* [WORK ITEM] Establish how many lines in the entries hold the string "FRANCISCO". The number by itself is the whole answer.

[Stored data]
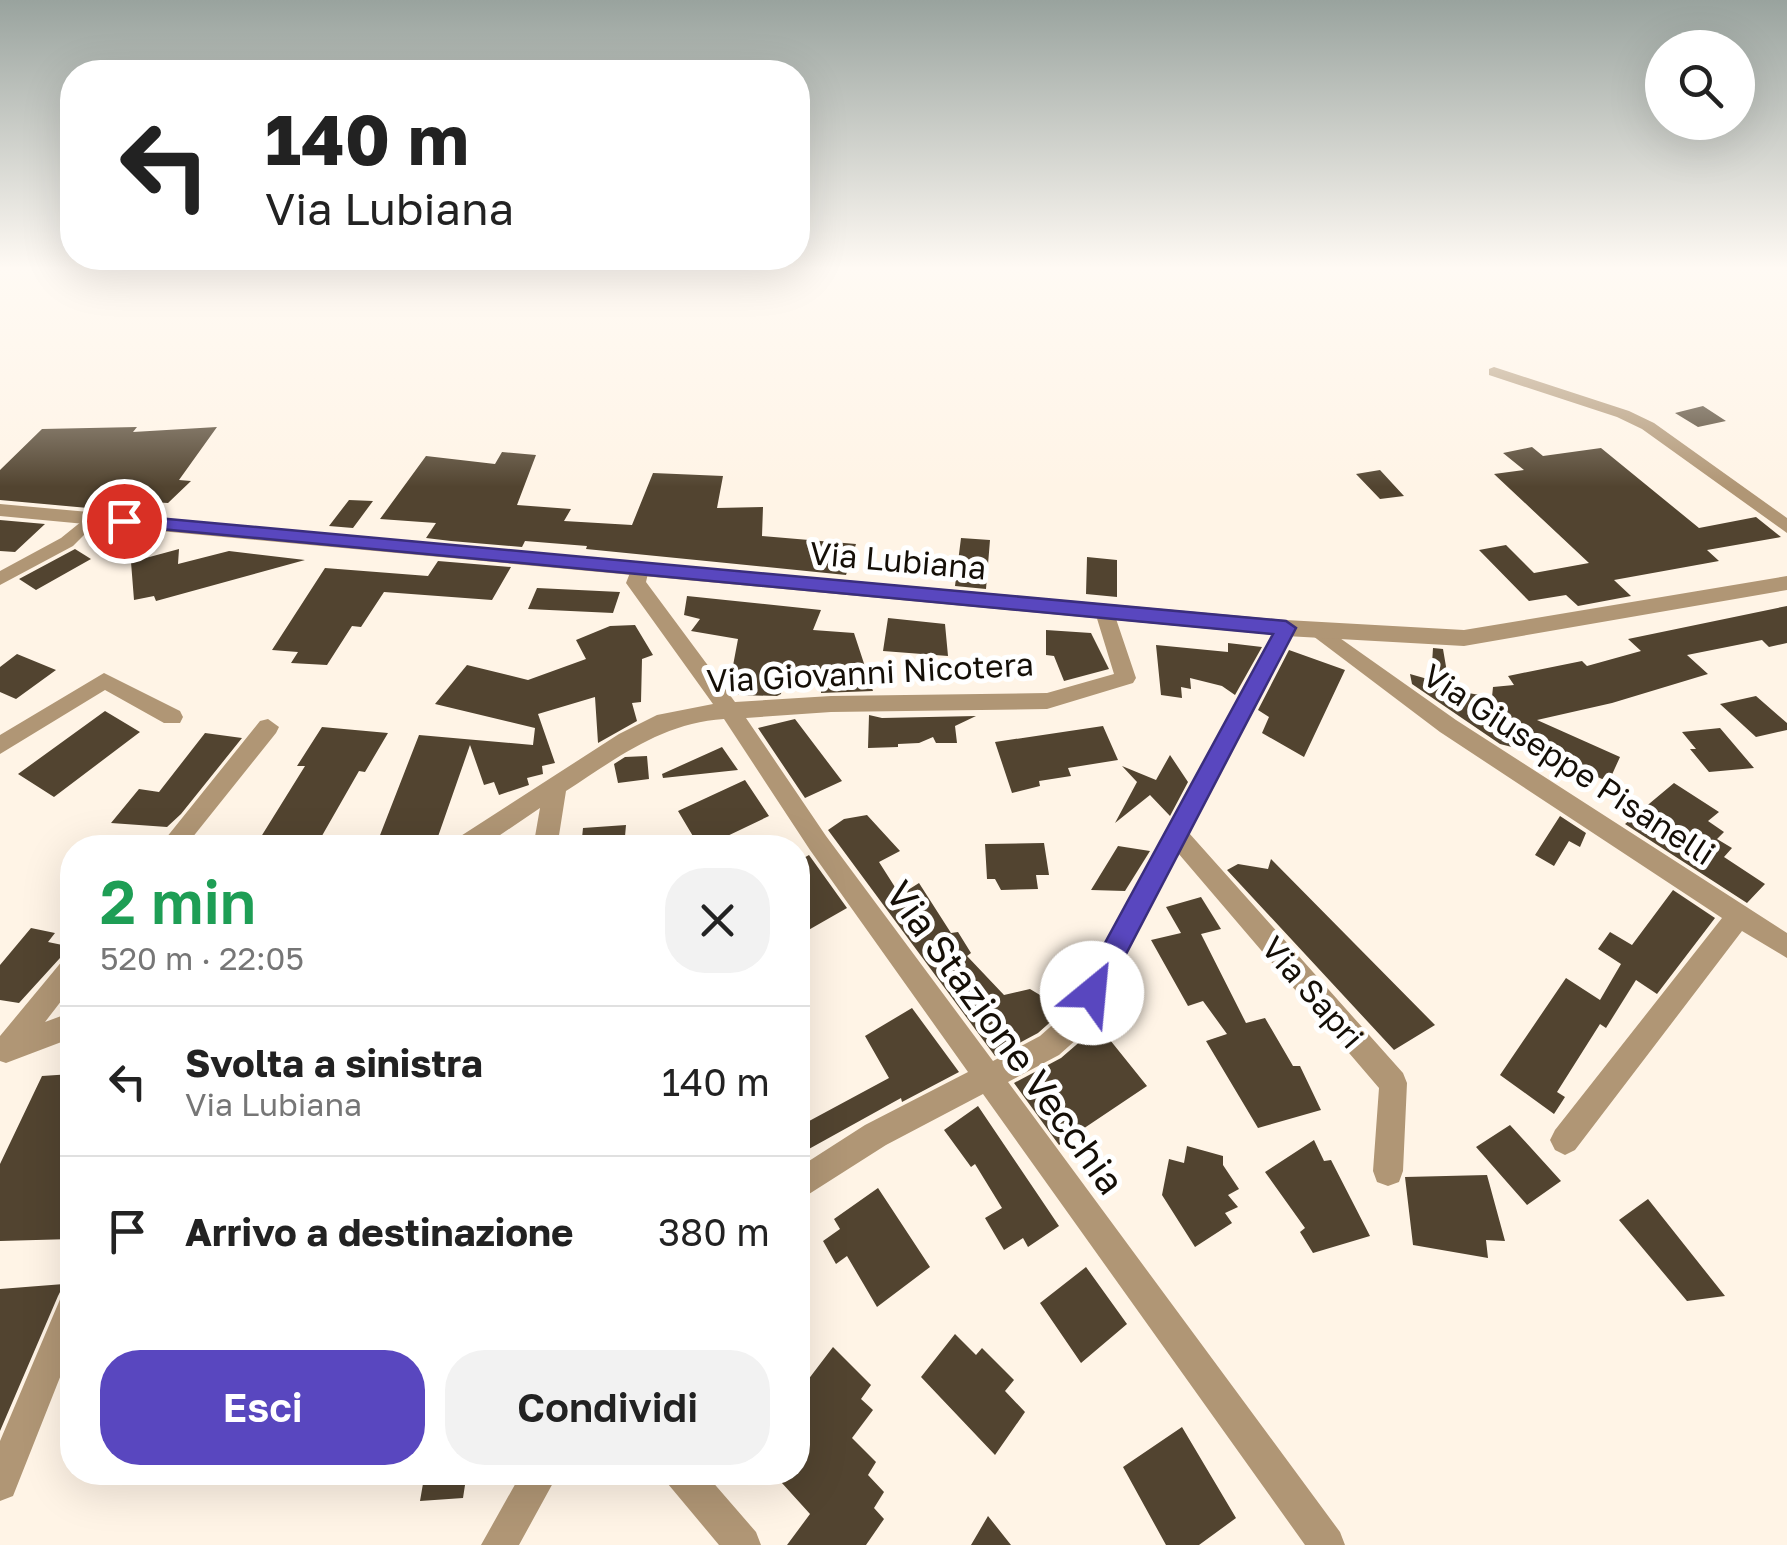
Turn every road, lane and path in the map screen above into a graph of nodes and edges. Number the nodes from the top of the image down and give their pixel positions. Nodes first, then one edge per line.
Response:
1 (1494, 372) dead end
2 (0, 510) edge
3 (92, 518) junction
4 (1787, 528) edge
5 (640, 570) junction
6 (0, 578) edge
7 (1787, 583) edge
8 (1105, 612) junction
9 (1286, 628) junction
10 (1320, 630) junction
11 (730, 711) junction
12 (172, 717) dead end
13 (268, 727) dead end
14 (0, 746) edge
15 (555, 790) junction
16 (1176, 834) junction
17 (181, 835) edge
18 (483, 835) edge
19 (548, 835) edge
20 (1740, 916) junction
21 (1787, 947) edge
22 (60, 982) edge
23 (60, 1030) edge
24 (3, 1051) edge
25 (990, 1078) junction
26 (1565, 1140) dead end
27 (1388, 1171) dead end
28 (810, 1176) edge
29 (60, 1337) edge
30 (0, 1483) edge
31 (535, 1485) edge
32 (691, 1485) edge
33 (500, 1545) edge
34 (742, 1545) edge
35 (1327, 1545) edge

1 - 4 street
2 - 3 street, Via Lubiana
3 - 5 street, Via Lubiana
3 - 6 street
5 - 8 street, Via Lubiana
5 - 11 street, Via Stazione Vecchia
7 - 10 street, Via Lubiana
8 - 9 street, Via Lubiana
8 - 11 street, Via Giovanni Nicotera
9 - 10 street, Via Lubiana
9 - 16 street
10 - 20 street, Via Giuseppe Pisanelli
11 - 15 street, Via Giovanni Nicotera
11 - 25 street, Via Stazione Vecchia
12 - 14 street
13 - 17 street
15 - 18 street, Via Giovanni Nicotera
15 - 19 street
16 - 25 street
16 - 27 street, Via Sapri
20 - 21 street, Via Giuseppe Pisanelli
20 - 26 street
22 - 24 street
23 - 24 street
25 - 28 street
25 - 35 street, Via Stazione Vecchia
29 - 30 street
31 - 33 street
32 - 34 street

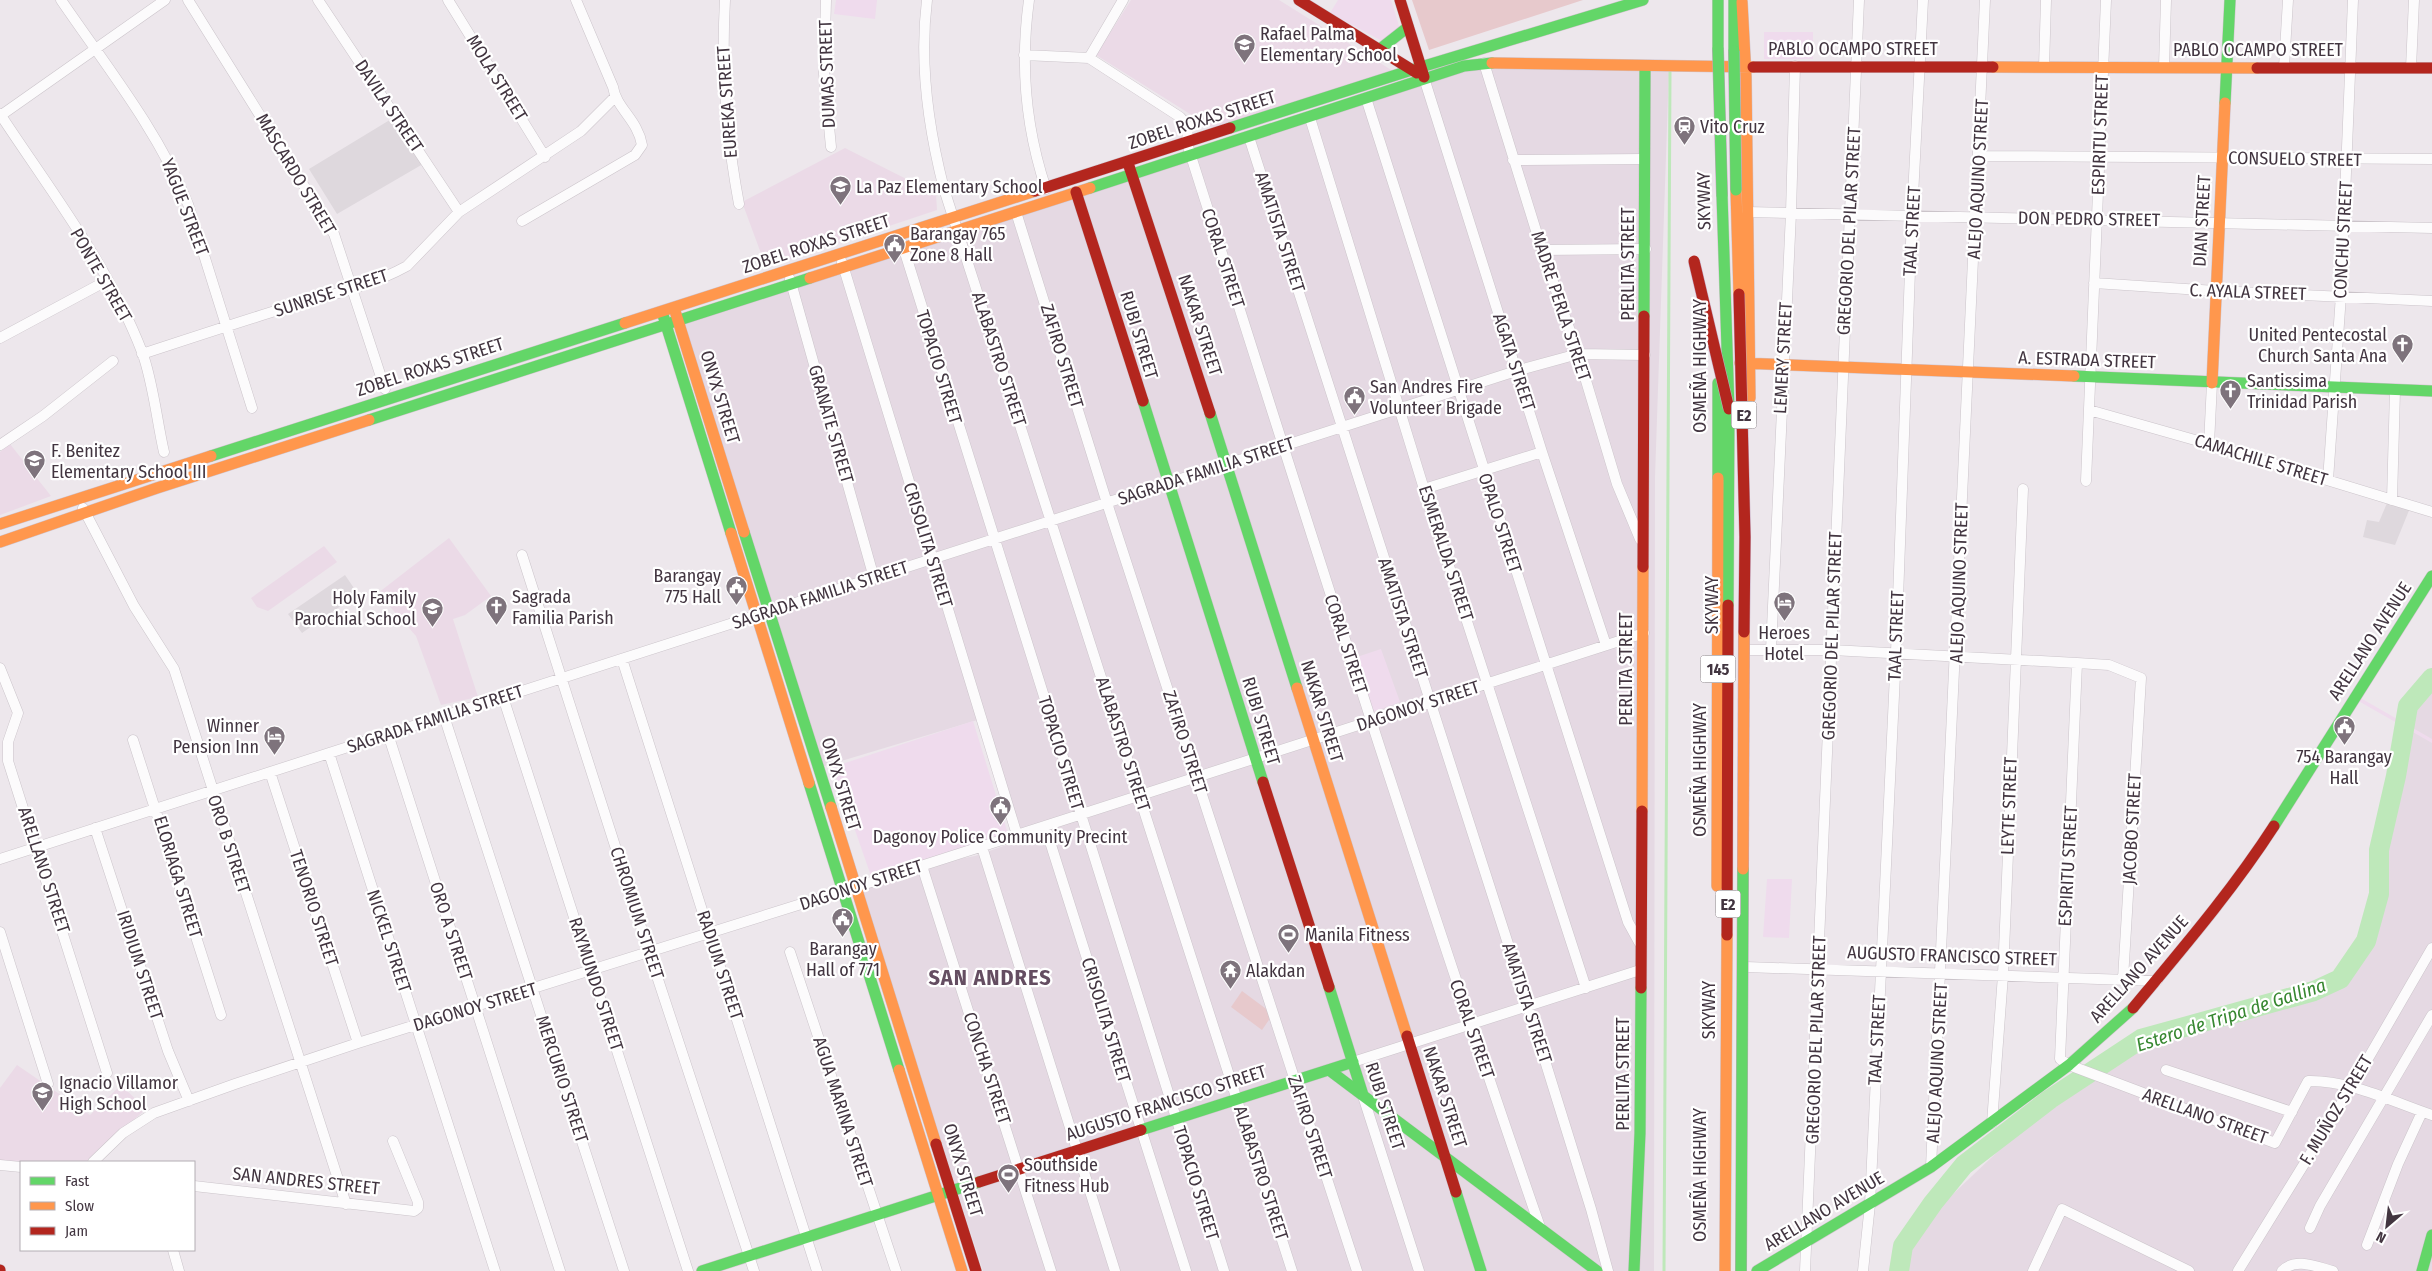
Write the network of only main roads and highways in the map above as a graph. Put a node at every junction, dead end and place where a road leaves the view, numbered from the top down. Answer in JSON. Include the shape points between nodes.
{"nodes":[{"id":1,"x":1299,"y":0,"type":"edge"},
{"id":2,"x":1400,"y":0,"type":"edge"},
{"id":3,"x":1643,"y":0,"type":"edge"},
{"id":4,"x":1712,"y":0,"type":"edge"},
{"id":5,"x":1718,"y":0,"type":"edge"},
{"id":6,"x":1727,"y":0,"type":"edge"},
{"id":7,"x":1734,"y":0,"type":"edge"},
{"id":8,"x":1742,"y":0,"type":"edge"},
{"id":9,"x":2230,"y":0,"type":"edge"},
{"id":10,"x":1617,"y":4,"type":"edge"},
{"id":11,"x":1408,"y":27,"type":"junction"},
{"id":12,"x":1380,"y":49,"type":"junction"},
{"id":13,"x":1645,"y":66,"type":"junction"},
{"id":14,"x":1712,"y":66,"type":"junction"},
{"id":15,"x":1729,"y":66,"type":"junction"},
{"id":16,"x":1745,"y":66,"type":"junction"},
{"id":17,"x":2227,"y":66,"type":"junction"},
{"id":18,"x":2432,"y":68,"type":"edge"},
{"id":19,"x":1419,"y":72,"type":"junction"},
{"id":20,"x":1128,"y":162,"type":"junction"},
{"id":21,"x":1132,"y":175,"type":"junction"},
{"id":22,"x":1076,"y":192,"type":"junction"},
{"id":23,"x":1694,"y":261,"type":"dead end"},
{"id":24,"x":738,"y":287,"type":"junction"},
{"id":25,"x":742,"y":300,"type":"junction"},
{"id":26,"x":673,"y":307,"type":"junction"},
{"id":27,"x":662,"y":311,"type":"junction"},
{"id":28,"x":678,"y":320,"type":"junction"},
{"id":29,"x":666,"y":324,"type":"junction"},
{"id":30,"x":544,"y":347,"type":"junction"},
{"id":31,"x":550,"y":361,"type":"junction"},
{"id":32,"x":1745,"y":363,"type":"junction"},
{"id":33,"x":2212,"y":383,"type":"junction"},
{"id":34,"x":2432,"y":391,"type":"edge"},
{"id":35,"x":1730,"y":409,"type":"junction"},
{"id":36,"x":294,"y":430,"type":"junction"},
{"id":37,"x":299,"y":443,"type":"junction"},
{"id":38,"x":0,"y":524,"type":"edge"},
{"id":39,"x":0,"y":542,"type":"edge"},
{"id":40,"x":2432,"y":576,"type":"edge"},
{"id":41,"x":818,"y":768,"type":"junction"},
{"id":42,"x":806,"y":772,"type":"junction"},
{"id":43,"x":1352,"y":1062,"type":"junction"},
{"id":44,"x":1329,"y":1070,"type":"junction"},
{"id":45,"x":1363,"y":1095,"type":"junction"},
{"id":46,"x":1447,"y":1157,"type":"junction"},
{"id":47,"x":951,"y":1191,"type":"junction"},
{"id":48,"x":938,"y":1195,"type":"junction"},
{"id":49,"x":2432,"y":1235,"type":"edge"},
{"id":50,"x":702,"y":1271,"type":"edge"},
{"id":51,"x":962,"y":1271,"type":"edge"},
{"id":52,"x":976,"y":1271,"type":"edge"},
{"id":53,"x":1481,"y":1271,"type":"edge"},
{"id":54,"x":1597,"y":1271,"type":"edge"},
{"id":55,"x":1634,"y":1271,"type":"edge"},
{"id":56,"x":1717,"y":1271,"type":"edge"},
{"id":57,"x":1725,"y":1271,"type":"edge"},
{"id":58,"x":1741,"y":1271,"type":"edge"},
{"id":59,"x":1744,"y":1271,"type":"edge"},
{"id":60,"x":1757,"y":1271,"type":"edge"},
{"id":61,"x":2422,"y":1271,"type":"edge"}],
"edges":[{"from":1,"to":12,"type":"main road"},
{"from":2,"to":11,"type":"main road"},
{"from":3,"to":10,"type":"main road","name":"ZOBEL ROXAS STREET"},
{"from":4,"to":14,"type":"main road","name":"OSMEÑA HIGHWAY","number":"145"},
{"from":5,"to":35,"type":"main road","name":"SKYWAY","number":"E2","bridge":true},
{"from":6,"to":15,"type":"main road"},
{"from":7,"to":58,"type":"main road","name":"SKYWAY","number":"E2","bridge":true,"via":[[1745,537]]},
{"from":8,"to":16,"type":"main road","number":"145"},
{"from":9,"to":17,"type":"main road","name":"DIAN STREET"},
{"from":10,"to":19,"type":"main road","name":"ZOBEL ROXAS STREET"},
{"from":11,"to":12,"type":"main road"},
{"from":11,"to":19,"type":"main road"},
{"from":12,"to":19,"type":"main road"},
{"from":13,"to":14,"type":"main road","name":"PABLO OCAMPO STREET"},
{"from":13,"to":19,"type":"main road","name":"PABLO OCAMPO STREET","via":[[1484,63]]},
{"from":13,"to":55,"type":"main road","name":"PERLITA STREET","via":[[1640,1133]]},
{"from":14,"to":15,"type":"main road","name":"PABLO OCAMPO STREET"},
{"from":14,"to":56,"type":"main road","name":"OSMEÑA HIGHWAY","number":"145","via":[[1718,358]]},
{"from":15,"to":16,"type":"main road","name":"PABLO OCAMPO STREET"},
{"from":15,"to":32,"type":"main road"},
{"from":16,"to":17,"type":"main road","name":"PABLO OCAMPO STREET"},
{"from":16,"to":32,"type":"main road","number":"145"},
{"from":17,"to":18,"type":"main road","name":"PABLO OCAMPO STREET"},
{"from":17,"to":33,"type":"main road","name":"DIAN STREET"},
{"from":19,"to":20,"type":"main road","name":"ZOBEL ROXAS STREET"},
{"from":19,"to":21,"type":"main road","name":"ZOBEL ROXAS STREET","via":[[1366,98]]},
{"from":20,"to":21,"type":"main road","name":"NAKAR STREET"},
{"from":20,"to":24,"type":"main road","name":"ZOBEL ROXAS STREET"},
{"from":21,"to":22,"type":"main road","name":"ZOBEL ROXAS STREET"},
{"from":21,"to":46,"type":"main road","name":"NAKAR STREET"},
{"from":22,"to":25,"type":"main road","name":"ZOBEL ROXAS STREET"},
{"from":22,"to":43,"type":"main road","name":"RUBI STREET"},
{"from":23,"to":35,"type":"main road","bridge":true},
{"from":24,"to":25,"type":"main road"},
{"from":24,"to":26,"type":"main road","name":"ZOBEL ROXAS STREET"},
{"from":25,"to":28,"type":"main road","name":"ZOBEL ROXAS STREET"},
{"from":26,"to":27,"type":"main road","name":"ZOBEL ROXAS STREET"},
{"from":26,"to":28,"type":"main road","name":"ONYX STREET"},
{"from":27,"to":29,"type":"main road","name":"ONYX STREET"},
{"from":27,"to":30,"type":"main road","name":"ZOBEL ROXAS STREET"},
{"from":28,"to":29,"type":"main road","name":"ZOBEL ROXAS STREET"},
{"from":28,"to":41,"type":"main road","name":"ONYX STREET"},
{"from":29,"to":31,"type":"main road","name":"ZOBEL ROXAS STREET"},
{"from":29,"to":42,"type":"main road","name":"ONYX STREET"},
{"from":30,"to":31,"type":"main road"},
{"from":30,"to":36,"type":"main road","name":"ZOBEL ROXAS STREET"},
{"from":31,"to":37,"type":"main road","name":"ZOBEL ROXAS STREET"},
{"from":32,"to":33,"type":"main road","name":"A. ESTRADA STREET"},
{"from":32,"to":59,"type":"main road","number":"145","via":[[1748,650]]},
{"from":33,"to":34,"type":"main road","name":"A. ESTRADA STREET"},
{"from":35,"to":57,"type":"main road","name":"SKYWAY","number":"E2"},
{"from":36,"to":37,"type":"main road"},
{"from":36,"to":38,"type":"main road","name":"ZOBEL ROXAS STREET"},
{"from":37,"to":39,"type":"main road","name":"ZOBEL ROXAS STREET"},
{"from":40,"to":60,"type":"main road","name":"ARELLANO AVENUE","via":[[2250,863],[2228,894],[2128,1012],[2068,1066],[1931,1167]]},
{"from":41,"to":42,"type":"main road"},
{"from":41,"to":47,"type":"main road","name":"ONYX STREET"},
{"from":42,"to":48,"type":"main road","name":"ONYX STREET"},
{"from":43,"to":44,"type":"main road","name":"AUGUSTO FRANCISCO STREET"},
{"from":43,"to":45,"type":"main road","name":"RUBI STREET"},
{"from":44,"to":45,"type":"main road"},
{"from":44,"to":47,"type":"main road","name":"AUGUSTO FRANCISCO STREET"},
{"from":45,"to":46,"type":"main road"},
{"from":46,"to":53,"type":"main road","name":"NAKAR STREET"},
{"from":46,"to":54,"type":"main road"},
{"from":47,"to":48,"type":"main road","name":"AUGUSTO FRANCISCO STREET"},
{"from":47,"to":52,"type":"main road","name":"ONYX STREET"},
{"from":48,"to":50,"type":"main road","name":"AUGUSTO FRANCISCO STREET"},
{"from":48,"to":51,"type":"main road","name":"ONYX STREET"},
{"from":49,"to":61,"type":"main road"}]}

* [YOUR SOLUTION] 4